THERMAL OXIDATION
As stated earlier, titanium relies on the presence of an inert surface oxide film for its corrosion resistance. The film on a freshly pickled tube is about 20 angstroms thick (8 x 10^-8 in.). The slow growth of this natural oxide film over time in a neutral or oxidizing medium generally results in increasing corrosion resistance of the tube metal; therefore, any surface treatment which will thicken and toughen the oxide film will improve the metal's corrosion resistance.

This is the basis for anodizing which increases the film by means of an impressed anodic current. For many years, it has been customary to specify anodizing for titanium tubes operating in a severe environment, especially where hydrogen uptake was of concern.

However, recent work, both here and abroad has shown that a rutile TiO2 film formed by a thermal oxide treatment is superior to the anatase TiO2 film formed by anodizing.^(1)

It has been observed that anodized films can be removed easily by a simple acid pickle, whereas thermally produced films are much more resistant to an acid pickled bath and generally must be sandblasted or processed in a caustic descaling bath to effect removal.

Mill produced thermal oxide films often give the tube a blue- colored appearance.
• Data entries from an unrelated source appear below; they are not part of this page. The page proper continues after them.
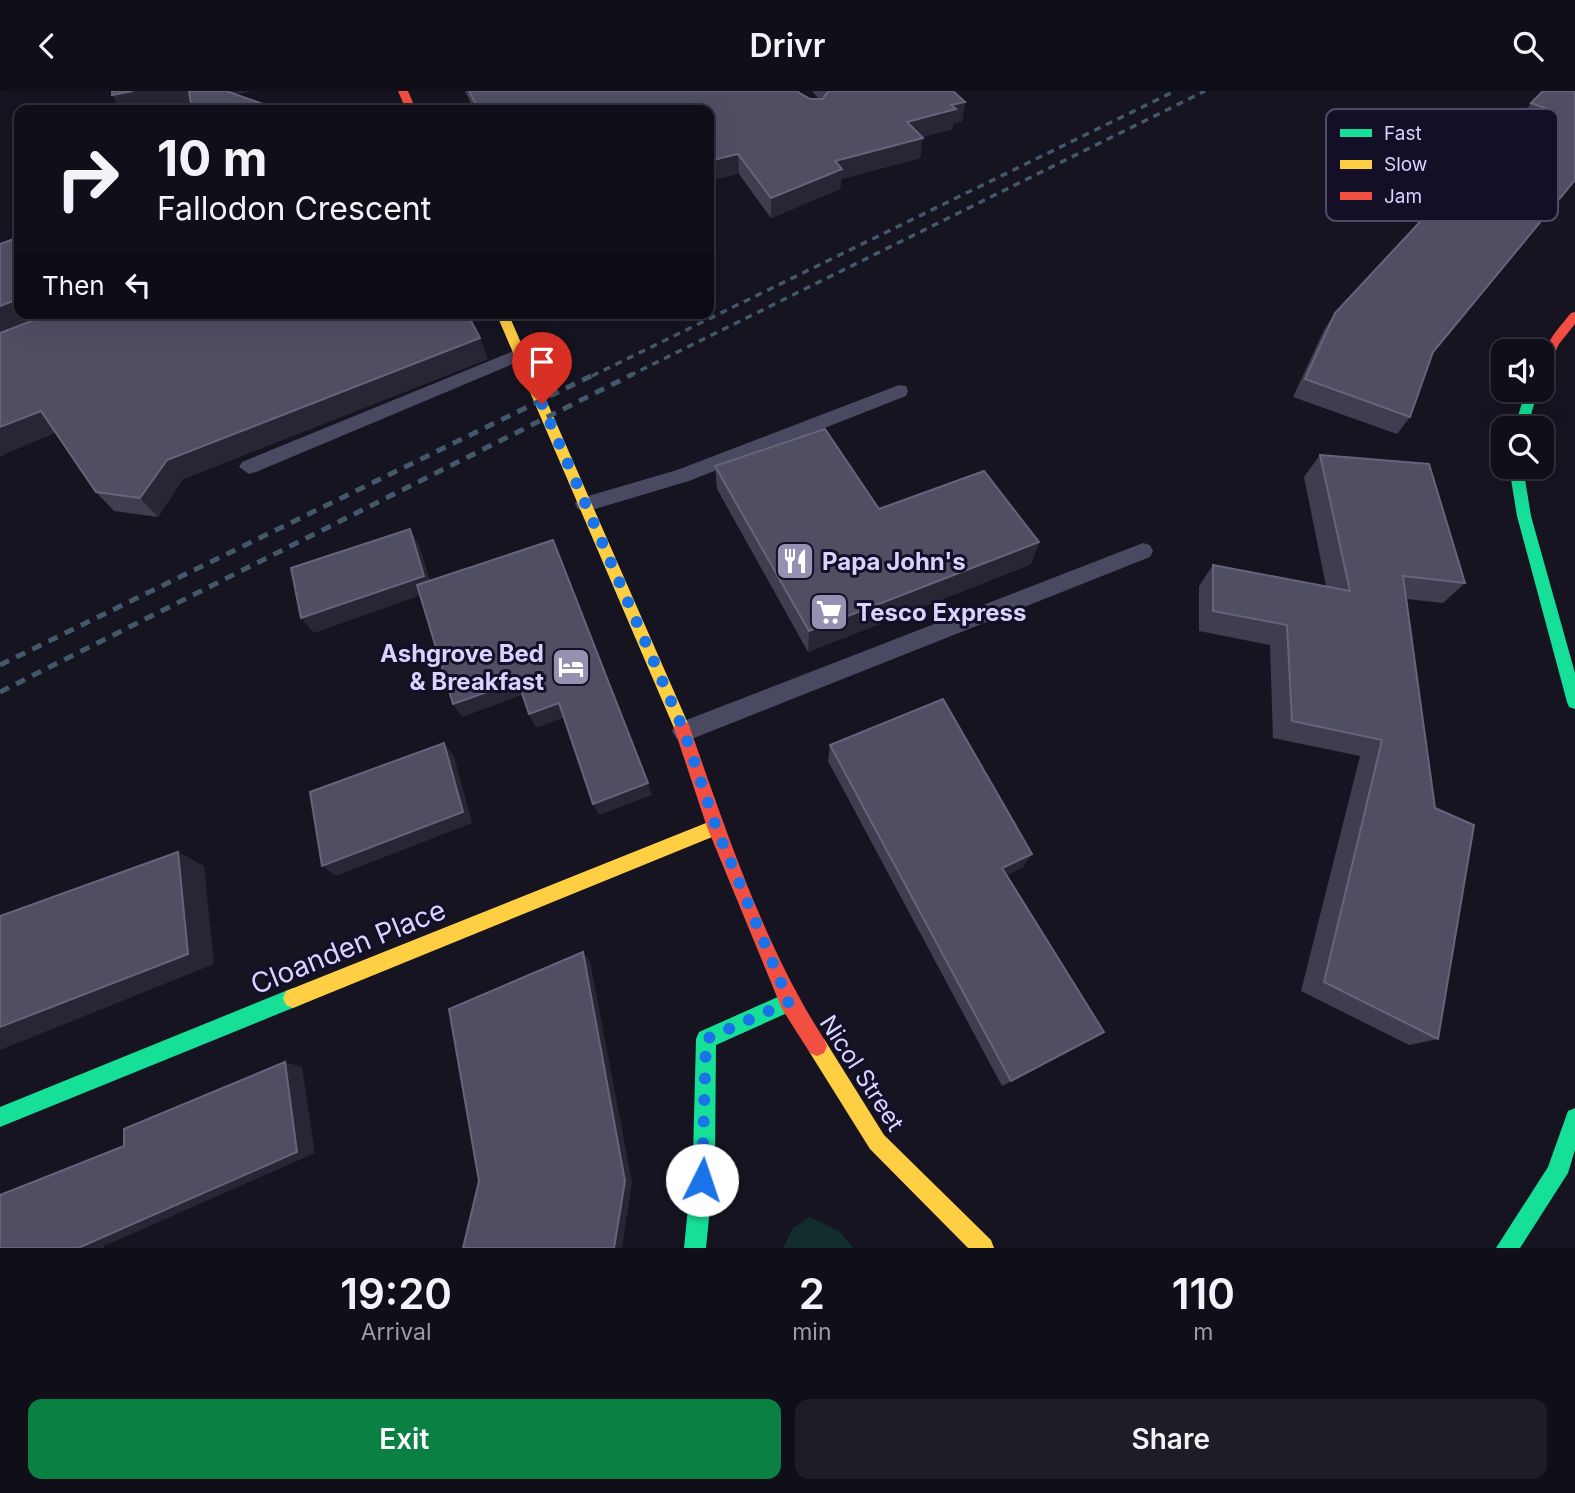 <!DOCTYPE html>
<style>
:root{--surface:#100f19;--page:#1e1d26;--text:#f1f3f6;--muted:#9c9ca2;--line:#302f38;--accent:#0b8043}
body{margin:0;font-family:Inter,sans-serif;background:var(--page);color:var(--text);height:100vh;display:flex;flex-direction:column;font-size:26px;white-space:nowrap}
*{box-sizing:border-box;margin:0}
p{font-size:23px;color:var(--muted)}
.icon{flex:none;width:38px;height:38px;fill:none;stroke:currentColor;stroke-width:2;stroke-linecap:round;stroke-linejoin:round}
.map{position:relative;height:1157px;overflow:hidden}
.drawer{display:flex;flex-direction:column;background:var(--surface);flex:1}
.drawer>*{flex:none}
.hud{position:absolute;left:14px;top:14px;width:700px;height:214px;border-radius:14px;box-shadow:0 7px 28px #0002,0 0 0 2px var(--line);background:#100f19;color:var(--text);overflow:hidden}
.buttons{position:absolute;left:1491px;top:248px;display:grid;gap:14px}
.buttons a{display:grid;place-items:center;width:63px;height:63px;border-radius:14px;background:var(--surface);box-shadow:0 7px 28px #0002,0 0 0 2px var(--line);font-size:35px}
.pin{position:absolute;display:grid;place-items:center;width:60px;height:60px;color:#fff;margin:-72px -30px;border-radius:50% 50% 50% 0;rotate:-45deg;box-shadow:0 0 7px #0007}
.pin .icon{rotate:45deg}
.me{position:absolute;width:77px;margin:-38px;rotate:4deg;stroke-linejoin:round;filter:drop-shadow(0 0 5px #0008)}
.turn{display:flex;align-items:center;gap:24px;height:147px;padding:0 28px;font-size:32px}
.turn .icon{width:91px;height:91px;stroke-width:2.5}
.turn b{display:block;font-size:49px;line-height:60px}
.then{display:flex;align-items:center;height:66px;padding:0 28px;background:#0003;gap:14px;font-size:26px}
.eta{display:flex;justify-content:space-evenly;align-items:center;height:119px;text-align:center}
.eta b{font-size:42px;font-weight:600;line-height:49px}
.action{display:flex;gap:14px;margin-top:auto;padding:14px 28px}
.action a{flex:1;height:80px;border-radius:14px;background:var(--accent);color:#fff;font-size:28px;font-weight:600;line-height:80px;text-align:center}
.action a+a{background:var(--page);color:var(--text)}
header{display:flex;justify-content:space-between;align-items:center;height:91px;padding:0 28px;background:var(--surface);font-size:32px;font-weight:600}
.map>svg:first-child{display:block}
.green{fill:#132c2d}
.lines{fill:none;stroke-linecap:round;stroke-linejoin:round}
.lane{fill:#4a4962;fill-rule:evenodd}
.fast{fill:#16e098;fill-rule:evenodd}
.slow{fill:#ffcf43;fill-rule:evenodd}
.jam{fill:#f24e42;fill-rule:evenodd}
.rail-far1{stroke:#43596b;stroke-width:3.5;stroke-dasharray:7 6;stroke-linecap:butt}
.rail{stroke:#43596b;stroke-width:5;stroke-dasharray:10 8;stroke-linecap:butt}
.wall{fill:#403d50}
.shaded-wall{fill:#282635}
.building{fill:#504e63;stroke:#66637b;stroke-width:2}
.route{stroke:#1a73e8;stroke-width:12;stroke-dasharray:0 21.6}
.labels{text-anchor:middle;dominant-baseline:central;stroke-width:6;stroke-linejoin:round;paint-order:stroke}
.poi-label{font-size:24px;font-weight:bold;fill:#d9d4ff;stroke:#130f26;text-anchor:start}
.street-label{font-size:24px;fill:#d9d4ff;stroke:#130f26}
.near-street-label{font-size:28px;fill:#d9d4ff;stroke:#130f26}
.key{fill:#130f26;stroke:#4e4a67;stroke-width:2}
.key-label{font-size:19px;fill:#d9d4ff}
</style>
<header><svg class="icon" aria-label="back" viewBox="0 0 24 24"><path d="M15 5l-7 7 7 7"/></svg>Drivr<svg class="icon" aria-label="search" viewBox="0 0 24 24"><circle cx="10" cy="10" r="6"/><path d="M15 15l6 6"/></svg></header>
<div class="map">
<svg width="1575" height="1157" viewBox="0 0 1575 1157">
<rect width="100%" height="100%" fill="#161421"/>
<path class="green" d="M810,1126L840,1141L853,1157H783L793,1137Z"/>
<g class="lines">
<g class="lane">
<path d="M521,257L527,259L530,263L527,267L256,381L249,383L239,376L242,371Z"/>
<path d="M899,294L906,295L908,300L906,305L689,390L585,421L578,418L575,413L578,408L677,379Z"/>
<path d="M1143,452L1150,454L1153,460L1150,466L684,651L676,647L672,640L676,633Z"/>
</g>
<g class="fast">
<path d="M1526,299H1538L1527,338H1514Z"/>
<path d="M1509,376H1523L1531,425L1575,582V618L1569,616L1567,611L1517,425Z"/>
<path d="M293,897L300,900L303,907L300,914L0,1036V1016Z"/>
<path d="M789,901L796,904L799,911L796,918L716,954L715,1066L706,1157H684L693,1066L696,948L699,941Z"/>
<path d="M1575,1017V1059L1568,1082L1520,1157H1496L1548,1076L1568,1020Z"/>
</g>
<g class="slow">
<path d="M496,222H508L690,637L688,642L682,644L676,642L674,637Z"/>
<path d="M716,728L722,730L725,736L722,742L293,917L286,914L283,907L286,900Z"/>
<path d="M817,945L824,948L884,1044L991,1149L994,1157H968L870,1058L810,962L807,955L810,948Z"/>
</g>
<g class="jam">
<path d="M398,0H408L416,19H406Z"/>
<path d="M1575,221V233L1559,253L1546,281L1542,282C1542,254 1554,243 1571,222Z"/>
<path d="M682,630L688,632L690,637C726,740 765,857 824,948L827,955L824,962L817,965L810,962L782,918L707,736L674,637L676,632Z"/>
</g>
<g class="rail-far1">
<path d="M592,285L1175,0"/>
<path d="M629,285L1205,0"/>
</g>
<g class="rail">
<path d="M0,574L595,283"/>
<path d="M0,601L633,283"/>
</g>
</g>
<g class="wall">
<path d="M465,0L799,2L810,8H819L812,0H953L965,11L962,30L953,33V38L922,46L920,67L841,88L840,98L771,127L739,83L709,19H474Z"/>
<path d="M1575,0V90L1432,263L1410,326L1397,343L1293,306L1324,239L1335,222L1487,99L1540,42L1537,41L1539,37L1519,30L1531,12Z"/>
<path d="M19,222L488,268L183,388L158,426L114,420L96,401L55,341L0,365Z"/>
<path d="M1320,364L1465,492L1443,512L1407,508L1438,948L1409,954L1301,900L1360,665L1273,647L1270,554L1199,540V495L1213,474L1326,495L1304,386Z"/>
<path d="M715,375L879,418L1039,451L1031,473L808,561L717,398Z"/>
<path d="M830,654L1023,776L1007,784L1104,941L1002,995L828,670Z"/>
</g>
<g class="shaded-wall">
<path d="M133,0H192L198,10L153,19H121L112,4Z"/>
<path d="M202,0H253L207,10Z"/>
<path d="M965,11L962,30L953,33V38L905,51L907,31L951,14Z"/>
<path d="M923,47L920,67L841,88L840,98L771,127V107L835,70Z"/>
<path d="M738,63L739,83L709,90V70Z"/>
<path d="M1575,89V90L1420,278L1433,261Z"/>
<path d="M19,208V222H52L0,243V215Z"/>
<path d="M480,247L488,268L183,388L158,426L140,407L167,369Z"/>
<path d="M41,320L60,340L0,365V336Z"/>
<path d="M410,438L419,454L433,500L314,542L301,527Z"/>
<path d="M1039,451L1031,473L808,561L809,540Z"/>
<path d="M518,590L525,603L462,626L453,613Z"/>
<path d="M559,612L565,626L536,637L529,623Z"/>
<path d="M444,652L454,665L472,732L336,785L322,775Z"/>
<path d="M648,692L652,704L599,724L593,713Z"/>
<path d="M178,761L204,775L214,873L0,959V936Z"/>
<path d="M1032,763L1023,776L994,790L1002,777Z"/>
<path d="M583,861L590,870L632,1091L622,1157H614Z"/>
<path d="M285,971L302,976L315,1062L104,1155V1157H78Z"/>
</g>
<g class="building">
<path d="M112,0H133L112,4Z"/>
<path d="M189,0H226L280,19H192Z"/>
<path d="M469,0H798L799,2L810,8H823L828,0H953L965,11L951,14L956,18L907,31L923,47L835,70L842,78L771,107L738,63L709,70V19H479Z"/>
<path d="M1543,0H1575V89L1433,261L1410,326L1305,288L1335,222L1460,88L1487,99L1556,25L1550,23L1553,20L1531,12Z"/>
<path d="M19,146V208L0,215V153Z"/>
<path d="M52,222H467L480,247L167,369L140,407L96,401L41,320L0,336V242Z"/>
<path d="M825,338L879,418L984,380L1039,451L809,540L715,375Z"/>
<path d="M1320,364L1429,373L1465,492L1403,485L1435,717L1474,734L1438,948L1324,891L1382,649L1292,630L1287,534L1213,520V474L1350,500Z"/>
<path d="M410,438L424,485L301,527L291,477Z"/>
<path d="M553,449L648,692L593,713L559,612L529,623L518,590L453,613L417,494Z"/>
<path d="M943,608L1032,763L1002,777L1104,941L1011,990L830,654Z"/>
<path d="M444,652L463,721L322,775L310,701Z"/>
<path d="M178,761L188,863L0,936V825Z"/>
<path d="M583,861L625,1090L614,1157H463L479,1090L449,918Z"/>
<path d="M285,971L297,1061L78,1157H0V1104L124,1055V1038Z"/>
</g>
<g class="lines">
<path class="route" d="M542,313L684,640L716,736L789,911L706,948L702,1089"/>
</g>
<defs>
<g id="restaurant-square" transform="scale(2.0125)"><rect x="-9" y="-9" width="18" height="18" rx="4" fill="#9591b1" stroke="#130f26"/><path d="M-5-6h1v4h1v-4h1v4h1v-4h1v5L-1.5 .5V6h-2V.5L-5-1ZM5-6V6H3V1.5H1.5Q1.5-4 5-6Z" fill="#fff"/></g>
<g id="supermarket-square" transform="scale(2.0125)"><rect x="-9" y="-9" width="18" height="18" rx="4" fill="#9591b1" stroke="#130f26"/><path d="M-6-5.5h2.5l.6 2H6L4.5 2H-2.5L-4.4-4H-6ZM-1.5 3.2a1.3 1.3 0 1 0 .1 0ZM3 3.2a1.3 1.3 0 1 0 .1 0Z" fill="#fff"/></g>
<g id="hotel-square" transform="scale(2.0125)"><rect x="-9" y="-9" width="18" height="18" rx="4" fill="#9591b1" stroke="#130f26"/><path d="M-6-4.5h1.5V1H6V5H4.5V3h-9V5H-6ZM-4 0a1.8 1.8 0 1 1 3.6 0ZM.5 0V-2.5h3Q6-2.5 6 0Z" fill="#fff"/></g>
</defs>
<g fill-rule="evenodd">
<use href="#restaurant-square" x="795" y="470"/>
<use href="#supermarket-square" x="829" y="521"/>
<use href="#hotel-square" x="571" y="576"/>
</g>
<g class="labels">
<g class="poi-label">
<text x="822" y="470">Papa John's</text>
<text x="856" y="521">Tesco Express</text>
<text x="544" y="562" text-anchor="end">Ashgrove Bed<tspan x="544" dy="28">&amp; Breakfast</tspan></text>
</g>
<g class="street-label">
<text transform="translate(862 982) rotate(57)">Nicol Street</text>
</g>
<g class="near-street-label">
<text transform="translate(348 856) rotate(-22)">Cloanden Place</text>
</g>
</g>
<rect x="1326" y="18" width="232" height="112" rx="10" class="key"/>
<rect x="1340" y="38" width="32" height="8" fill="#16e098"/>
<rect x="1340" y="69" width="32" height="9" fill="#ffcf43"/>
<rect x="1340" y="101" width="32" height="8" fill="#f24e42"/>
<g class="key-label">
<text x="1384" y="49">Fast</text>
<text x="1384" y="80">Slow</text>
<text x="1384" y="112">Jam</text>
</g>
</svg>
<div class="buttons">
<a><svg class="icon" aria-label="sound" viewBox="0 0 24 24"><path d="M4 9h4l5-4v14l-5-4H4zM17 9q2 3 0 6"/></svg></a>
<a><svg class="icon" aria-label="search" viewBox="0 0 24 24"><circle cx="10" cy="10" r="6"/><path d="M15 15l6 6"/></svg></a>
</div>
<div class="pin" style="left:542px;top:313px;background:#d93025"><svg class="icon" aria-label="arrive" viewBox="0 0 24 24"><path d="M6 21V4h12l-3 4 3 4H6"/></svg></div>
<svg class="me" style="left:702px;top:1089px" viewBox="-20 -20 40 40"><circle r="19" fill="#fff"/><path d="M0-13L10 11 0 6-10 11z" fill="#1a73e8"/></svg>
<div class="hud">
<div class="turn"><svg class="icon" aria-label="right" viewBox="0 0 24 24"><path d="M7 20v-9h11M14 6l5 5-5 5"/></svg><div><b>10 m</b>Fallodon Crescent</div></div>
<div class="then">Then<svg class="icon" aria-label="left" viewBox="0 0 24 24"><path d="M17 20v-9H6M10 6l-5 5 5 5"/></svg></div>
</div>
</div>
<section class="drawer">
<div class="eta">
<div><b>19:20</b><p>Arrival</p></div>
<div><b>2</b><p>min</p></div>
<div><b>110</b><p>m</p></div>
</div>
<div class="action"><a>Exit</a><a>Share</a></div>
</section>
This is a result of diffraction of light through the protective oxide film. A typically dark blue tube has a film thickness of between 1000-2000 angstroms (4-8 x 10^-6 in.).

Work performed in TIMET's research facilities has demonstrated that thermally oxidized tubes have the following advantages over pickled and/or anodized tubes.

1. Improved corrosion resistance in reducing acids (see Table 3).

2. Improved resistance to crevice corrosion attack.

3. Improved resistance to hydrogen absorption (see Table 4).

It should be noted that thermal oxidation offers the useful advantages described under 1 and 2 only when marginally corrosive conditions are observed with commercially pure titanium. Naturally, the selection of more resistant titanium alloys TIMETAL 50A Pd or Code-12 (i.e., grades 7 or 12) offers a more conservative reliable and long-term solution to corrosion under more aggressive conditions.

The effect of current density of hydrogen uptake has been evaluated for specific thermal oxide surfaces (Table 5). Even though hydrogen uptake efficiency generally increases with decreasing current density, the relative reduction of hydrogen uptake offered by thermal oxidation as compared to the pickled condition appears to be greater at lower current densities. This suggests that thermally oxidized titanium could exhibit significantly improved resistance to hydrogen uptake in galvanic coupling situations where titanium is the cathode.